Inborn errors of amino acid metabolism - from underlying pathophysiology to therapeutic advances

Abstract

Amino acids are organic molecules that serve as basic substrates for protein synthesis and have additional key roles in a diverse array of cellular functions, including cell signaling, gene expression, energy production and molecular biosynthesis. Genetic defects in the synthesis, catabolism or transport of amino acids underlie a diverse class of diseases known as inborn errors of amino acid metabolism. Individually, these disorders are rare, but collectively, they represent an important group of potentially treatable disorders. In this Clinical Puzzle, we discuss the pathophysiology, clinical features and management of three disorders that showcase the diverse clinical presentations of disorders of amino acid metabolism: phenylketonuria, lysinuric protein intolerance and homocystinuria due to cystathionine β-synthase (CBS) deficiency. Understanding the biochemical perturbations caused by defects in amino acid metabolism will contribute to ongoing development of diagnostic and management strategies aimed at improving the morbidity and mortality associated with this diverse group of disorders.

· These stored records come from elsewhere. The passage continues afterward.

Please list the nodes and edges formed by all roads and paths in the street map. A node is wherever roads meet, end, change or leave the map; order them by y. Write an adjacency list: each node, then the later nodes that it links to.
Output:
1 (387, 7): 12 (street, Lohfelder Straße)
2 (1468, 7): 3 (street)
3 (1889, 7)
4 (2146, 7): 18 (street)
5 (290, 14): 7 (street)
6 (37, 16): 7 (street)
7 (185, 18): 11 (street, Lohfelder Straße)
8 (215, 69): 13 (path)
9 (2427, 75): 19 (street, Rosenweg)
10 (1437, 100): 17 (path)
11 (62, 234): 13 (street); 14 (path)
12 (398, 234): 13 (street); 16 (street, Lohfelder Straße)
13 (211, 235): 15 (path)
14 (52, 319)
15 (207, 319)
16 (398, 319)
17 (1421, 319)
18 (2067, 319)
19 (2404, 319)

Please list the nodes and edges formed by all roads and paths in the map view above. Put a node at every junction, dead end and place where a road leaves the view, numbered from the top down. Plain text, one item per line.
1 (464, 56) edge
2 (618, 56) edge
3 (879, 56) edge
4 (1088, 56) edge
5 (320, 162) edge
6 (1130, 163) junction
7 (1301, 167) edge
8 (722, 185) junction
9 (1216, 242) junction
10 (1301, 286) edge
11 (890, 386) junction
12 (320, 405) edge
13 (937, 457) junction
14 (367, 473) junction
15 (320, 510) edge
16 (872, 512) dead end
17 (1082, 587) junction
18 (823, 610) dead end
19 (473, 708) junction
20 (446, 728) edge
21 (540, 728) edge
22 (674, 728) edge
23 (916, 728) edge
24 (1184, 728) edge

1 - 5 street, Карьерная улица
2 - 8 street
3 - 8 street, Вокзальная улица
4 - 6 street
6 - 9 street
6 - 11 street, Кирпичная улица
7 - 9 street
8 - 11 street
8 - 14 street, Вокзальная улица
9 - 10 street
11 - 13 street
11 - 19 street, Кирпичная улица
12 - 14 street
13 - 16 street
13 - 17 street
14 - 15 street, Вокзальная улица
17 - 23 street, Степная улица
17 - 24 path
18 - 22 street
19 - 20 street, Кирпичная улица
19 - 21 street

Keywords: Amino acids; Inborn errors of metabolism; Newborn screen.

Fig. 1.

Three genetic disorders of amino acid metabolism. (A) Phenylketonuria is caused by defects in phenylalanine hydroxylase (PAH) that result in the inability to metabolize phenylalanine to tyrosine, leading to toxic accumulation of phenylalanine. PAH activity depends on the cofactor tetrahydrobiopterin (BH4), meaning that certain PAH deficiencies can be ameliorated by increasing the availability of BH4. (B) The cationic amino acid (CAA) transporter complex y(+) L-type amino acid transporter 1 (y+LAT1)-4F2hc is responsible for importing ornithine, arginine and lysine and for exporting various neutral amino acids (NAAs), whereas the b^0,+ amino acid transporter (b^0,+AT) imports CAAs and exports NAAs in epithelial cells, and the CAT1 and CAT2 transporters (encoded by SLC7A1 and SLC7A2, respectively) import CAAs in non-epithelial cells. Lysinuric protein intolerance is caused by defects in the y+LAT1 subunit of y+LAT1-4F2hc, which results in insufficient CAA transport in epithelial and non-epithelial cells, leading to malabsorption and secondary defects in the urea cycle. (C) Classical homocystinuria is caused by a defect in cystathionine β-synthase (CBS), which metabolizes homocysteine to cystathione with vitamin B6 as cofactor, leading to toxic accumulation of methionine and homocysteine.